There are a couple of things you might want to look at: for one thing, channels are bidirectional, so you should only need a or b, not both. That shouldn't really cause problems though, it's just not very efficient.

I think the issue might be due to your default case in the select statement. If you give "chop_ind when pinsneq(0xf)" as the guard it will check both cases without getting blocked by the input on But1. I'm not sure if that's exactly what's causing the issue, but it's worth a try. Also as a matter of style, you might want to consider using something like a pinsneq() on the previous value of the button; I'm assuming you have an XC-2 card, but it took me a while to figure out what was going on with the state==14 and pinseq(15) parts. I think it might be easier for others to debug if it didn't depend on knowing how the ports on the XC-2 work.
wowden
New User
Posts: 2
Joined: Fri Oct 01, 2010 12:59 am

Post by wowden »

Hello,

Thank you for your help. Once I replaced the two channels with a single channel, the program started to work.
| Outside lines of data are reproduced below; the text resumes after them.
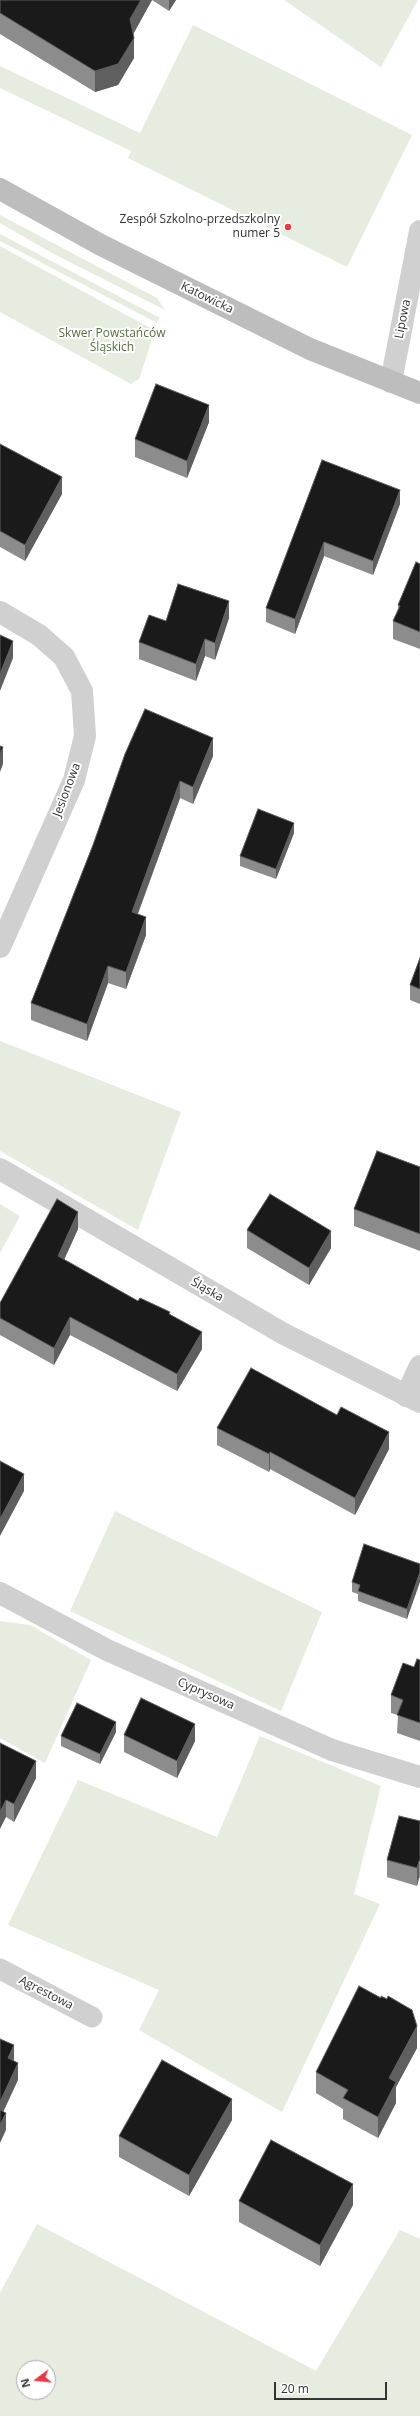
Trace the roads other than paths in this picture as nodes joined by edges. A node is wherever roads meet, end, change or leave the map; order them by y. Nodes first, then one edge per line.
1 (0, 188) edge
2 (420, 231) edge
3 (391, 382) junction
4 (420, 394) edge
5 (0, 612) edge
6 (0, 947) edge
7 (0, 1169) edge
8 (420, 1366) edge
9 (413, 1399) edge
10 (0, 1593) edge
11 (420, 1778) edge
12 (0, 1969) edge
13 (92, 2017) dead end

1 - 3 main road, Katowicka
2 - 3 street, Lipowa
3 - 4 main road, Katowicka
5 - 6 street, Jesionowa
7 - 9 street, Śląska
8 - 9 street
10 - 11 street, Cyprysowa
12 - 13 lane, Agrestowa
I am puzzled to why, though.
User avatar
bsmithyman
Experienced Member
Posts: 126
Joined: Fri Feb 12, 2010 10:31 pm
Contact:

Post by bsmithyman »

No worries :)

It took me a second look to realize it, but in your original bar function, you specify chanends a and b in the wrong order; so you were trying to do a read on two ends of the same channel, and a write on two ends of the same channel. Looks like that was the problem :)

If everything works now, your default statement should let things sleep whereas my suggestion wouldn't; I'd go with the method you had.